Atendiendo una sugerencia desesperada que me ha soplado otra voz cariñosa; María me consigue un asiento en el AVE a Valladolid. Pero en Pucela tampoco hay coches. Al menos, no por la vía oficial. Cojo el móvil y busco otra voz amiga a la que pido un favor imposible. Y el milagro se obra, me ha conseguido un coche en el aeropuerto de Valladolid. La combinación ganadora ha sido la siguiente. Del hotel al aeropuerto de Sevilla en coche de alquiler. Un vuelo tranquilo hasta Madrid. Cinco horas y media de tensión y abandono en el aeropuerto. Salir pitando para coger un taxi que me lleve a la estación de Chamartín mientras me cuenta un par de anécdotas, como la del tipo del hotel Intercontinental que le aflojo 4.000 euros a un colega del volante por llevarle a París. Allí hay otro barullo considerable de gente, pero yo tengo mi billete y me montó en un tren rumbo a Valladolid, donde tomo otro taxi de la estación al aeropuerto, en el que me espera el coche prometido y conduzco hasta el aeródromo de Asturias, donde recojo mi coche. Cuando llego al periódico llevo trece horas de viaje y empiezo a currar.
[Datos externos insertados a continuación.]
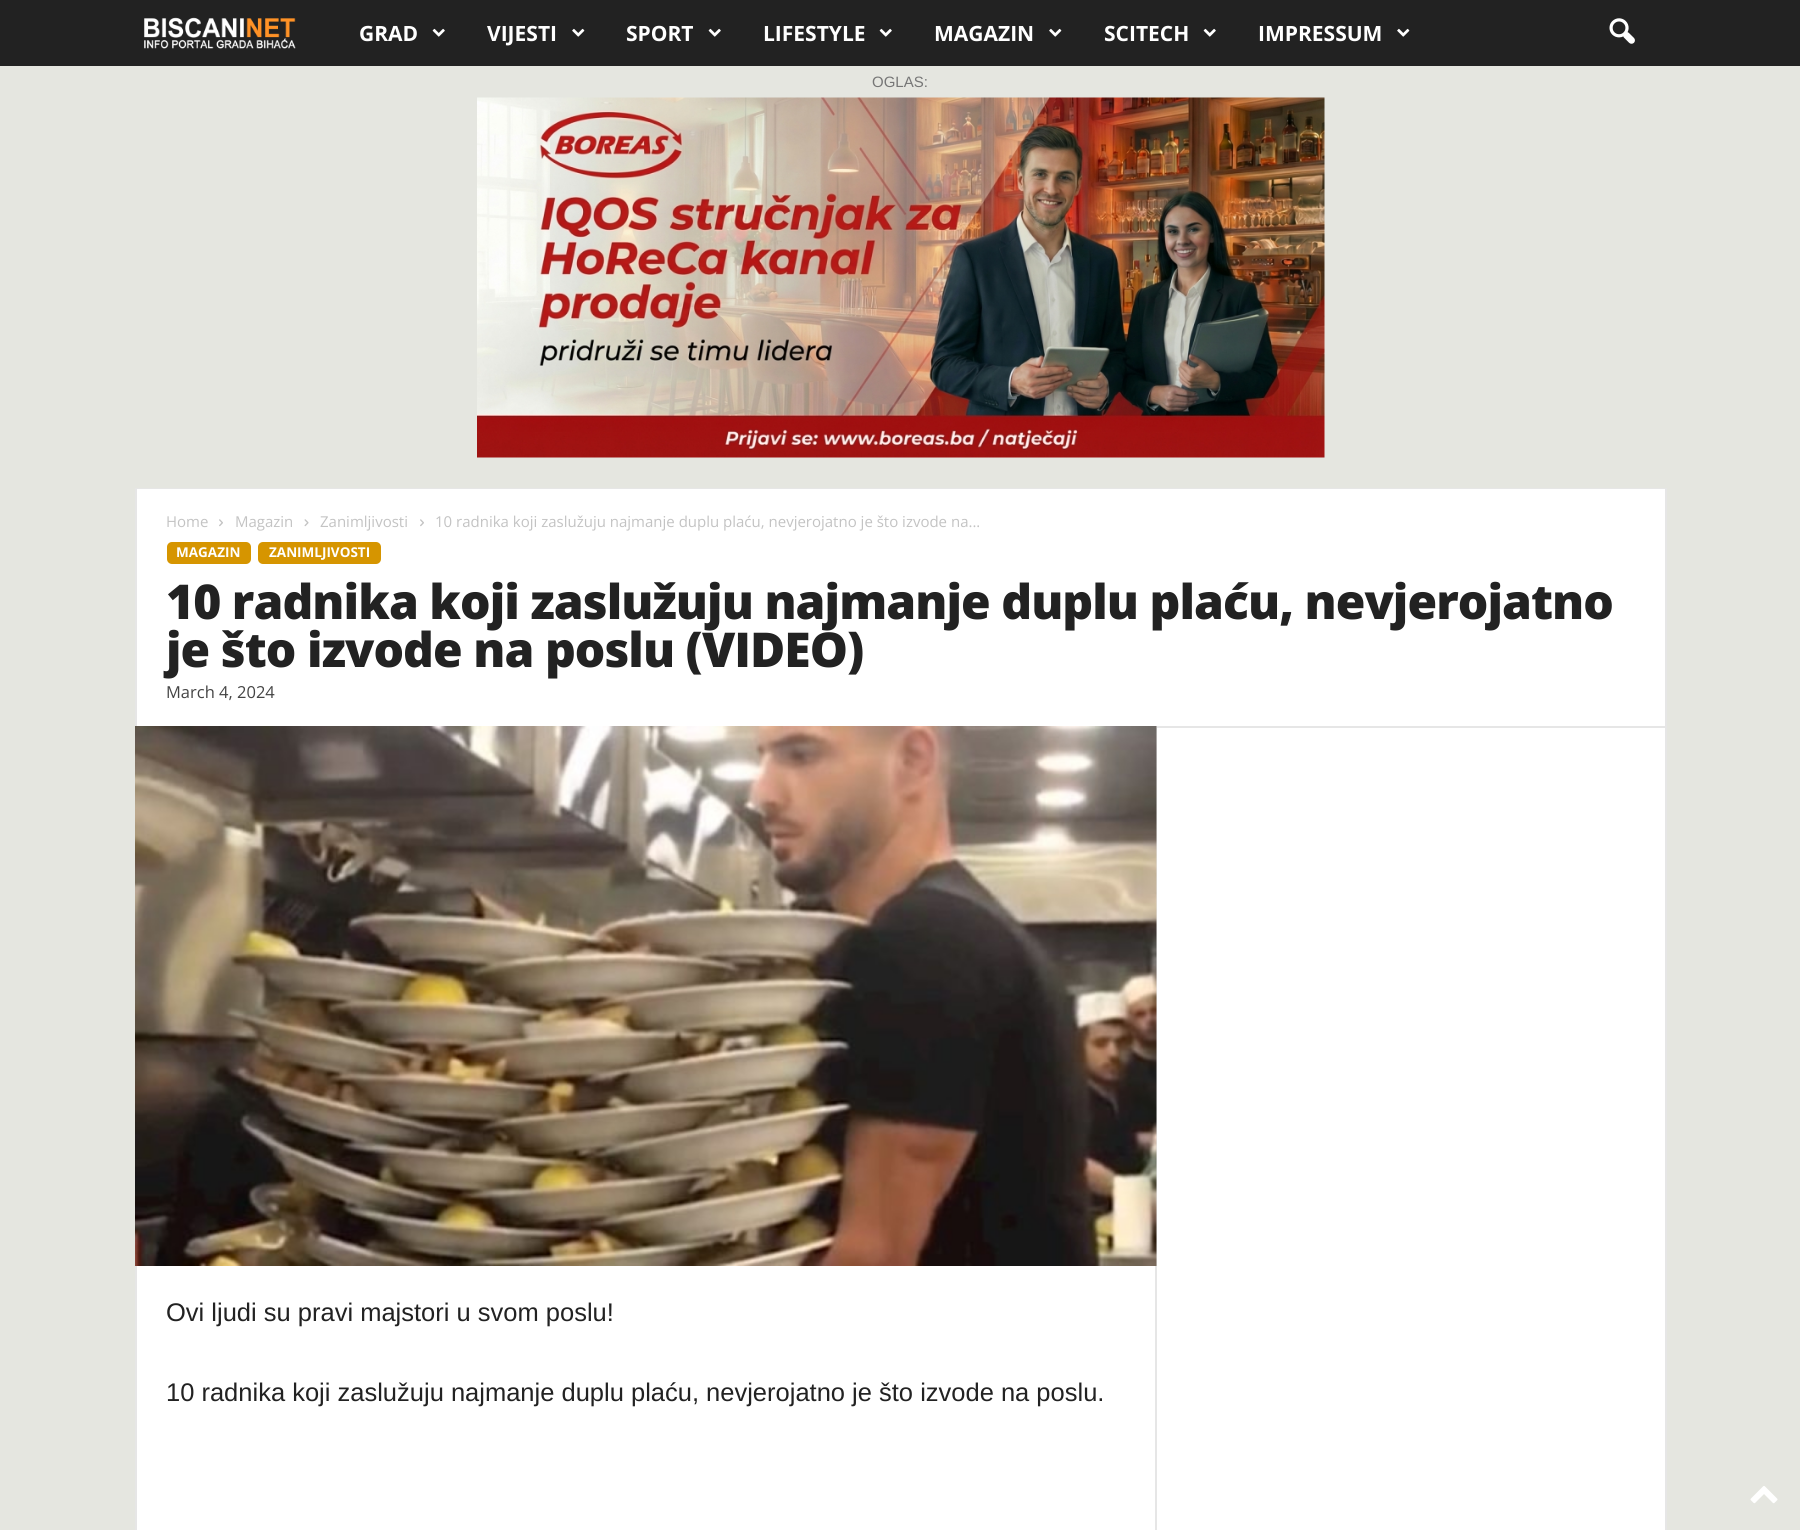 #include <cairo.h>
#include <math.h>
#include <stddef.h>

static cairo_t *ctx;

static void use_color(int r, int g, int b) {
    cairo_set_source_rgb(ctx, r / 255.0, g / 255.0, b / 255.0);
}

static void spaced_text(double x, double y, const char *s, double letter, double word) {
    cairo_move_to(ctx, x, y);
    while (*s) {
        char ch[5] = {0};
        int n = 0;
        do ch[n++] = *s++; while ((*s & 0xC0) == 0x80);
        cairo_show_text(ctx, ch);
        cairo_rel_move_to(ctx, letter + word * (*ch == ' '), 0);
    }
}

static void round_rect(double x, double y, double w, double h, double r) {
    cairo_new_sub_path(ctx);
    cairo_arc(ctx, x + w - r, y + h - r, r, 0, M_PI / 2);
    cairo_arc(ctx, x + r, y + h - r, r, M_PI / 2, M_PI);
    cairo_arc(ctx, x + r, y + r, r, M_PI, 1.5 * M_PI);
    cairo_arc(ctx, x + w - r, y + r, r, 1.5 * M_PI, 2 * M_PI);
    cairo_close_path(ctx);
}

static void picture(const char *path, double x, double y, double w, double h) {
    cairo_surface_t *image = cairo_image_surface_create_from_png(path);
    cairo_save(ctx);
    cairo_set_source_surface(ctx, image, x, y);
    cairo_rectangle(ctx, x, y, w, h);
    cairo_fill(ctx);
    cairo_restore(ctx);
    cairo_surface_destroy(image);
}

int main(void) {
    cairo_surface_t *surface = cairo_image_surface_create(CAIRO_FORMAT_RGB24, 1800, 1530);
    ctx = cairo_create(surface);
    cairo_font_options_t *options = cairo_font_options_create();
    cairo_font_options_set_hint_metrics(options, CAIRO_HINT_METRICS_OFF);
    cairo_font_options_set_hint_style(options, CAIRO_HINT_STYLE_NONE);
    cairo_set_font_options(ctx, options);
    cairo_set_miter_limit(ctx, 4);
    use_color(229, 230, 224);
    cairo_paint(ctx);
    use_color(34, 34, 34);
    cairo_rectangle(ctx, 0, 0, 1800, 66);
    cairo_fill(ctx);
    picture("img1.png", 144, 17, 152, 32);
    cairo_select_font_face(ctx, "Open Sans", CAIRO_FONT_SLANT_NORMAL, CAIRO_FONT_WEIGHT_BOLD);
    cairo_set_font_size(ctx, 21);
    use_color(255, 255, 255);
    cairo_move_to(ctx, 359, 41);
    cairo_show_text(ctx, "GRAD");
    picture("img2.png", 432, 28, 13, 9);
    cairo_move_to(ctx, 487, 41);
    cairo_show_text(ctx, "VIJESTI");
    picture("img3.png", 572, 28, 13, 9);
    cairo_move_to(ctx, 626, 41);
    cairo_show_text(ctx, "SPORT");
    picture("img2.png", 708, 28, 13, 9);
    cairo_move_to(ctx, 763, 41);
    cairo_show_text(ctx, "LIFESTYLE");
    picture("img2.png", 879, 28, 13, 9);
    cairo_move_to(ctx, 934, 41);
    cairo_show_text(ctx, "MAGAZIN");
    picture("img3.png", 1049, 28, 13, 9);
    cairo_move_to(ctx, 1104, 41);
    cairo_show_text(ctx, "SCITECH");
    picture("img2.png", 1203, 28, 13, 9);
    cairo_move_to(ctx, 1258, 41);
    cairo_show_text(ctx, "IMPRESSUM");
    picture("img3.png", 1397, 28, 13, 9);
    picture("img4.png", 1609, 18, 26, 26);
    use_color(230, 230, 230);
    cairo_rectangle(ctx, 135, 488, 1532, 1);
    cairo_fill(ctx);
    cairo_select_font_face(ctx, "Liberation Sans", CAIRO_FONT_SLANT_NORMAL, CAIRO_FONT_WEIGHT_NORMAL);
    cairo_set_font_size(ctx, 15);
    use_color(118, 118, 118);
    cairo_move_to(ctx, 872, 87);
    cairo_show_text(ctx, "OGLAS:");
    picture("img5.png", 477, 97, 848, 361);
    use_color(255, 255, 255);
    cairo_rectangle(ctx, 137, 489, 1528, 1041);
    cairo_fill(ctx);
    use_color(230, 230, 230);
    cairo_rectangle(ctx, 135, 489, 2, 1041);
    cairo_fill(ctx);
    cairo_select_font_face(ctx, "Open Sans", CAIRO_FONT_SLANT_NORMAL, CAIRO_FONT_WEIGHT_NORMAL);
    use_color(195, 195, 195);
    cairo_move_to(ctx, 166, 527);
    cairo_show_text(ctx, "Home");
    picture("img6.png", 219, 519, 4, 8);
    cairo_move_to(ctx, 235, 527);
    cairo_show_text(ctx, "Magazin");
    picture("img7.png", 304, 519, 5, 8);
    cairo_move_to(ctx, 320, 527);
    cairo_show_text(ctx, "Zanimljivosti");
    picture("img6.png", 420, 519, 4, 8);
    cairo_move_to(ctx, 435, 527);
    cairo_show_text(ctx, "10 radnika koji zaslužuju najmanje duplu plaću, nevjerojatno je što izvode na...");
    use_color(214, 149, 0);
    round_rect(167, 542, 84, 22, 5);
    cairo_fill(ctx);
    cairo_select_font_face(ctx, "Open Sans", CAIRO_FONT_SLANT_NORMAL, CAIRO_FONT_WEIGHT_BOLD);
    cairo_set_font_size(ctx, 13.5);
    use_color(255, 255, 255);
    cairo_move_to(ctx, 176, 557);
    cairo_show_text(ctx, "MAGAZIN");
    use_color(214, 149, 0);
    round_rect(258, 542, 123, 22, 5);
    cairo_fill(ctx);
    use_color(255, 255, 255);
    cairo_move_to(ctx, 269, 557);
    cairo_show_text(ctx, "ZANIMLJIVOSTI");
    cairo_select_font_face(ctx, "Open Sans ExtraBold", CAIRO_FONT_SLANT_NORMAL, CAIRO_FONT_WEIGHT_NORMAL);
    cairo_set_font_size(ctx, 48);
    use_color(34, 34, 34);
    spaced_text(166, 619, "10 radnika koji zaslužuju najmanje duplu plaću, nevjerojatno", -0.95, 0);
    spaced_text(166, 667, "je što izvode na poslu (VIDEO)", -0.95, 0);
    cairo_select_font_face(ctx, "Open Sans", CAIRO_FONT_SLANT_NORMAL, CAIRO_FONT_WEIGHT_NORMAL);
    cairo_set_font_size(ctx, 16.5);
    use_color(68, 68, 68);
    cairo_move_to(ctx, 166, 698);
    cairo_show_text(ctx, "March 4, 2024");
    use_color(230, 230, 230);
    cairo_rectangle(ctx, 1155, 726, 2, 804);
    cairo_fill(ctx);
    cairo_rectangle(ctx, 1155, 726, 510, 2);
    cairo_fill(ctx);
    picture("img8.png", 135, 726, 1022, 540);
    cairo_select_font_face(ctx, "Liberation Sans", CAIRO_FONT_SLANT_NORMAL, CAIRO_FONT_WEIGHT_NORMAL);
    cairo_set_font_size(ctx, 25.5);
    use_color(34, 34, 34);
    cairo_move_to(ctx, 166, 1321);
    cairo_show_text(ctx, "Ovi ljudi su pravi majstori u svom poslu!");
    cairo_move_to(ctx, 166, 1401);
    cairo_show_text(ctx, "10 radnika koji zaslužuju najmanje duplu plaću, nevjerojatno je što izvode na poslu.");
    use_color(230, 230, 230);
    cairo_rectangle(ctx, 1665, 489, 2, 1041);
    cairo_fill(ctx);
    picture("img9.png", 1750, 1486, 28, 18);
    cairo_surface_write_to_png(surface, "result.png");
    cairo_font_options_destroy(options);
    cairo_destroy(ctx);
    cairo_surface_destroy(surface);
    return 0;
} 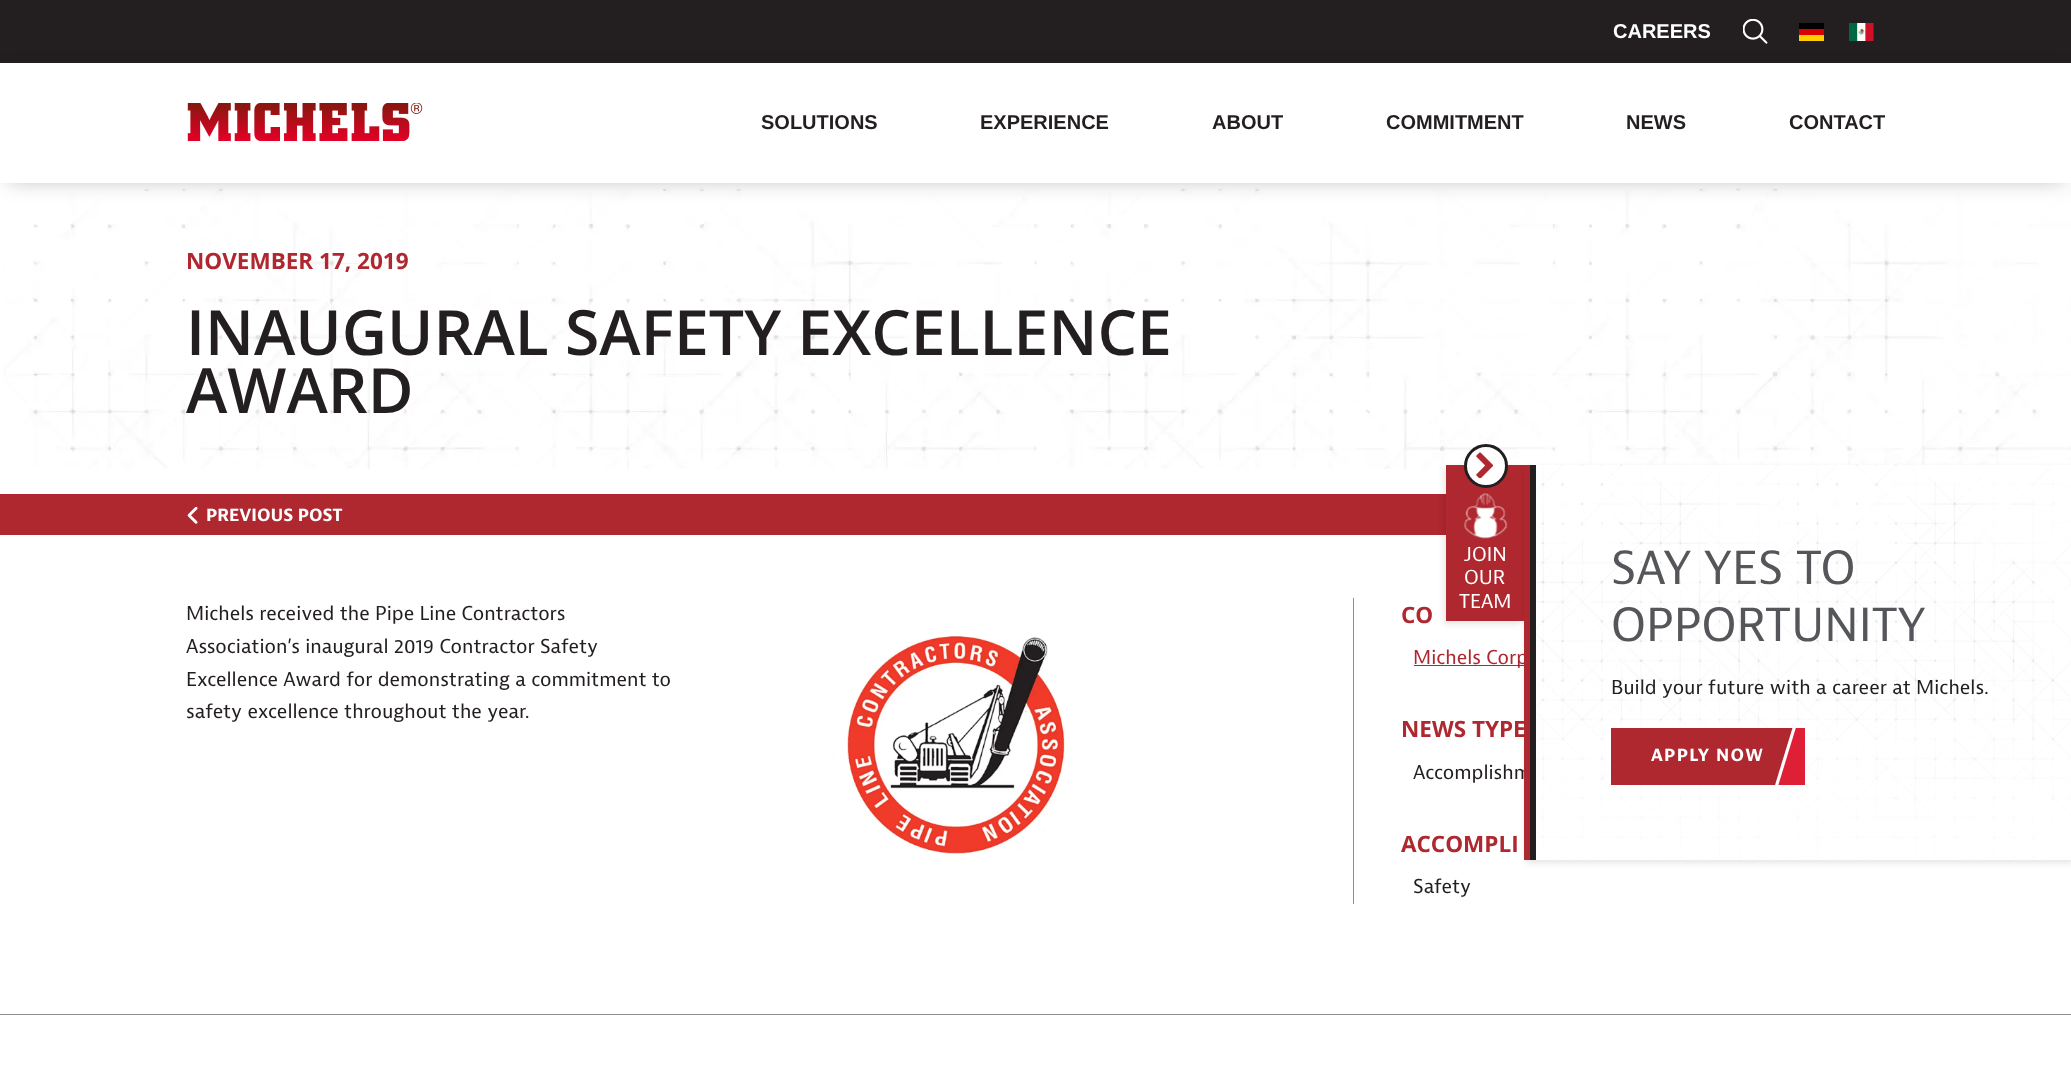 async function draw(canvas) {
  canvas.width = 2071;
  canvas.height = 1089;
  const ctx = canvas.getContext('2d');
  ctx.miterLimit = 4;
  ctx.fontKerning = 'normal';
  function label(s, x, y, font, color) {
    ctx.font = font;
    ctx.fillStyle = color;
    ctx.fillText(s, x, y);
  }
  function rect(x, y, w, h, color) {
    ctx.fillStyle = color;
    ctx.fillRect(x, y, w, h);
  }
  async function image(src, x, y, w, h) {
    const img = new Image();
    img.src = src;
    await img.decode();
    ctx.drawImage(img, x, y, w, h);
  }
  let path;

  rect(0, 0, 2071, 1089, '#fff');
  rect(0, 0, 2071, 63, '#231f20');
  label('CAREERS', 1613, 38, 'bold 20px Liberation Sans', '#fff');
  await image('assets/img1.png', 1743, 19, 25, 25);
  rect(1799, 23, 25, 6, '#000');
  rect(1799, 29, 25, 6, '#d00');
  rect(1799, 35, 25, 6, '#ffce00');
  await image('assets/img2.png', 1849, 23, 25, 18);
  await image('assets/img4.png', 3, 188, 2068, 281);
  ctx.fillStyle = '#0000004d';
  ctx.filter = 'blur(11px)';
  ctx.beginPath();
  ctx.rect(8, 74, 2056, 105);
  ctx.fill();
  ctx.filter = 'none';
  rect(0, 63, 2071, 120, '#fff');
  await image('assets/img3.png', 187, 103, 236, 38);
  label('SOLUTIONS', 761, 129, 'bold 20px Liberation Sans', '#231f20');
  label('EXPERIENCE', 980, 129, 'bold 20px Liberation Sans', '#231f20');
  label('ABOUT', 1212, 129, 'bold 20px Liberation Sans', '#231f20');
  label('COMMITMENT', 1386, 129, 'bold 20px Liberation Sans', '#231f20');
  label('NEWS', 1626, 129, 'bold 20px Liberation Sans', '#231f20');
  label('CONTACT', 1789, 129, 'bold 20px Liberation Sans', '#231f20');
  label('NOVEMBER 17, 2019', 186, 269, 'bold 22.5px Open Sans', '#af272f');
  label('INAUGURAL SAFETY EXCELLENCE', 186, 355, '600 62.5px Open Sans', '#231f20');
  label('AWARD', 186, 413, '600 62.5px Open Sans', '#231f20');
  rect(0, 494, 1446, 41, '#af272f');
  await image('assets/img5.png', 187, 506, 11, 18);
  label('PREVIOUS POST', 206, 521, 'bold 17.5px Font', '#fff');
  label('Michels received the Pipe Line Contractors', 186, 620, '20px Font', '#231f20');
  label('Association’s inaugural 2019 Contractor Safety', 186, 653, '20px Font', '#231f20');
  label('Excellence Award for demonstrating a commitment to', 186, 686, '20px Font', '#231f20');
  label('safety excellence throughout the year.', 186, 718, '20px Font', '#231f20');
  await image('assets/img6.png', 832, 636, 233, 228);
  rect(1353, 598, 1, 306, '#8e8d8c');
  label('CO', 1401, 623, 'bold 22.5px Open Sans', '#af272f');
  rect(1414, 665, 110, 1, '#af272f');
  label('Michels Corp', 1413, 664, '20px Font', '#af272f');
  label('NEWS TYPE', 1401, 737, 'bold 22.5px Open Sans', '#af272f');
  label('Accomplishm', 1413, 779, '20px Font', '#231f20');
  label('ACCOMPLI', 1401, 852, 'bold 22.5px Open Sans', '#af272f');
  label('Safety', 1413, 893, '20px Font', '#231f20');
  rect(0, 1014, 2071, 1, '#8e8d8c');
  ctx.fillStyle = '#0000001a';
  ctx.filter = 'blur(3px)';
  ctx.beginPath();
  ctx.rect(1444, 468, 77, 156);
  ctx.fill();
  ctx.filter = 'none';
  rect(1446, 465, 78, 156, '#af272f');
  ctx.fillStyle = '#fff';
  ctx.beginPath();
  ctx.arc(1486, 466, 20.5, 0, 2 * Math.PI);
  ctx.fill();
  ctx.strokeStyle = '#231f20';
  ctx.lineWidth = 3;
  ctx.stroke();
  await image('assets/img7.png', 1476, 452, 18, 26);
  await image('assets/img8.png', 1464, 493, 44, 46);
  label('JOIN', 1464, 561, '20px Font', '#fff');
  label('OUR', 1464, 584, '20px Font', '#fff');
  label('TEAM', 1459, 608, '20px Font', '#fff');
  ctx.fillStyle = '#0000001a';
  ctx.filter = 'blur(3px)';
  ctx.beginPath();
  ctx.rect(1526, 468, 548, 395);
  ctx.fill();
  ctx.filter = 'none';
  rect(1536, 465, 535, 395, '#fff');
  rect(1524, 465, 6, 395, '#af272f');
  await image('assets/img9.png', 1536, 464, 535, 394);
  rect(1530, 465, 6, 395, '#231f20');
  label('SAY YES TO', 1611, 584, '47.5px Font', '#55565a');
  label('OPPORTUNITY', 1611, 641, '47.5px Font', '#55565a');
  label('Build your future with a career at Michels.', 1611, 694, '20px Font', '#231f20');
  rect(1611, 728, 182, 57, '#af272f');
  ctx.letterSpacing = '1.25px';
  label('APPLY NOW', 1651, 761, 'bold 17.5px Font', '#fff');
  ctx.save();
  ctx.beginPath();
  ctx.rect(1611, 728, 194, 57);
  ctx.clip();
  ctx.fillStyle = '#df1f36';
  path = new Path2D('M1794 723L1833 735L1811 807L1772 795Z');
  ctx.fill(path);
  ctx.fillStyle = '#fff';
  path = new Path2D('M1794 723L1797 724L1775 796L1772 795Z');
  ctx.fill(path);
  ctx.restore();
}

draw(document.querySelector('canvas'));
Aún no le había dado tiempo al AVE a despegar cuando el móvil pitó con un mensaje (hay voces que prefieren escribir antes que hablar) que me informaba de que acababan de abrir el aeropuerto de Asturias. Podría maldecir a mi mala suerte, a los guiños del destino, a Aena y a todos los volcanes submarinos de Islandia, pero me entra un brusco e incontrolable ataque de risa. Desde otros asientos, pasajeros con cara de pocos amigos me miran como si estuviera loco. Yo no puedo dejar de reírme.